Improving the treatment of Parkinson's disease: Structure-based development of novel 5-HT2A receptor antagonists/inverse agonists

Abstract

Pimavanserin is a selective 5-HT2A receptor antagonist and inverse agonist approved by the FDA in 2016, which is used to treat patients with Parkinson's disease psychosis (PDP). But pimavanserin has potential risk with increasing mortality in elderly patients and also increasing the risk of QT interval prolongation in patients. Therefore, searching for new drugs with high efficacy and low toxicity is urgently needed.
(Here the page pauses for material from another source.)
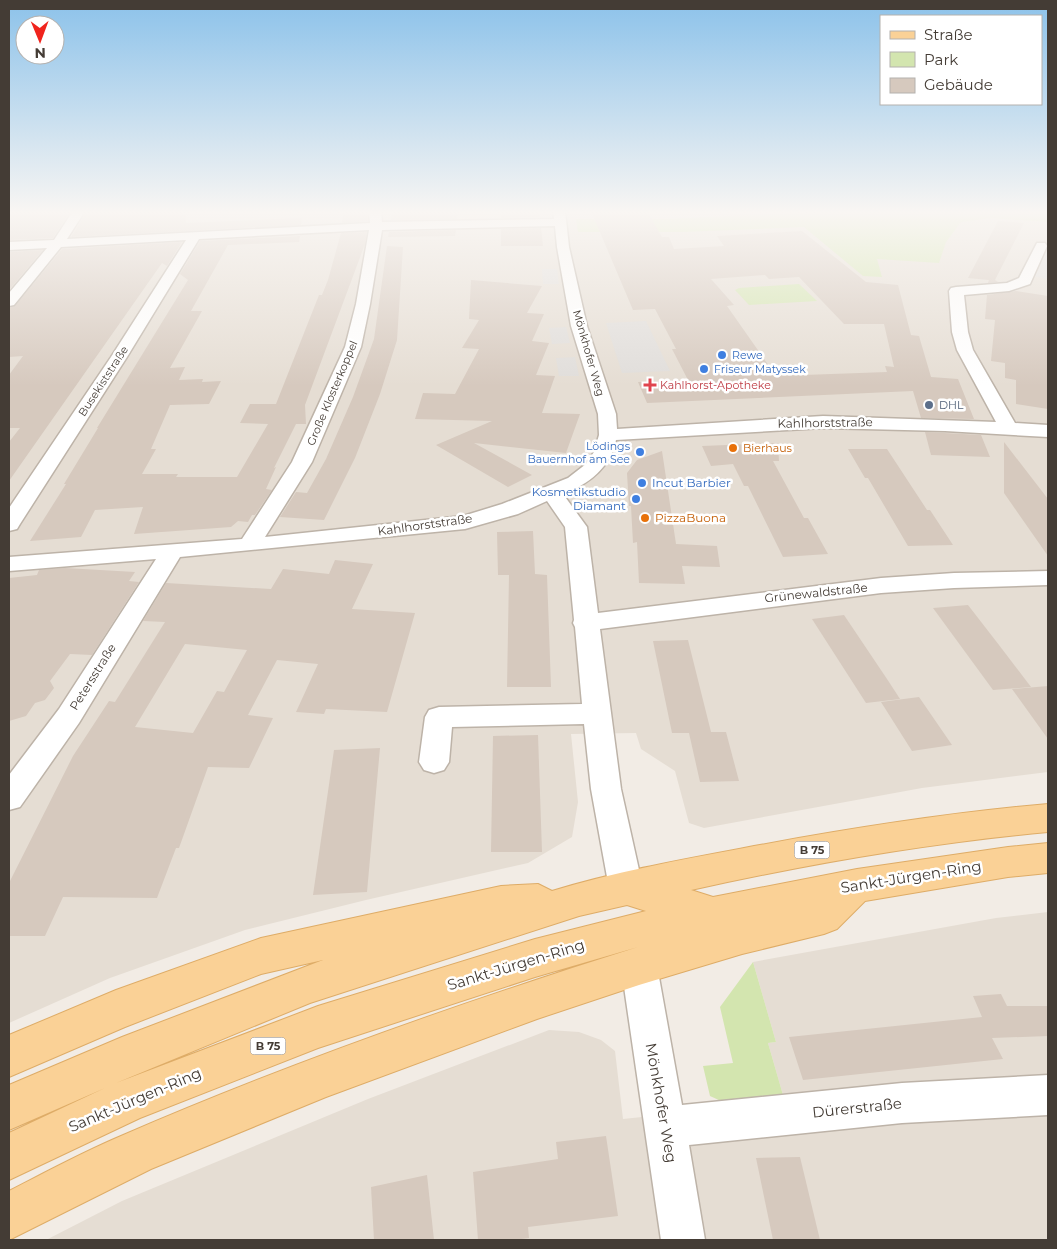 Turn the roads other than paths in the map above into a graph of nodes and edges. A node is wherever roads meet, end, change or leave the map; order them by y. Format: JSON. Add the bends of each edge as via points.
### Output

Based on the docking study of pimavanserin, a series of novel pimavanserin derivatives (7–1∼7–37) were designed and synthesized. The biological activities were evaluated by cell assays and compound 7–16 exhibited 50-fold higher 5-HT2A receptor antagonist activity (IC50 = 0.54 vs 27.3 nM) and 23-fold higher inverse agonist activity (IC50 = 2.1 vs 50 nM) than pimavanserin. Moreover, 7–16 showed increased potency window between the 5-HT2A and hERG activities than pimavanserin. Furthermore, compound 7–16 demonstrated excellent in vitro and in vivo pharmacokinetics, 4-fold more improvement in functional activity in vivo, and good safety profile. Therefore, compound 7–16 represents a potentially promising candidate as a novel anti-PDP agent that warrants further investigation.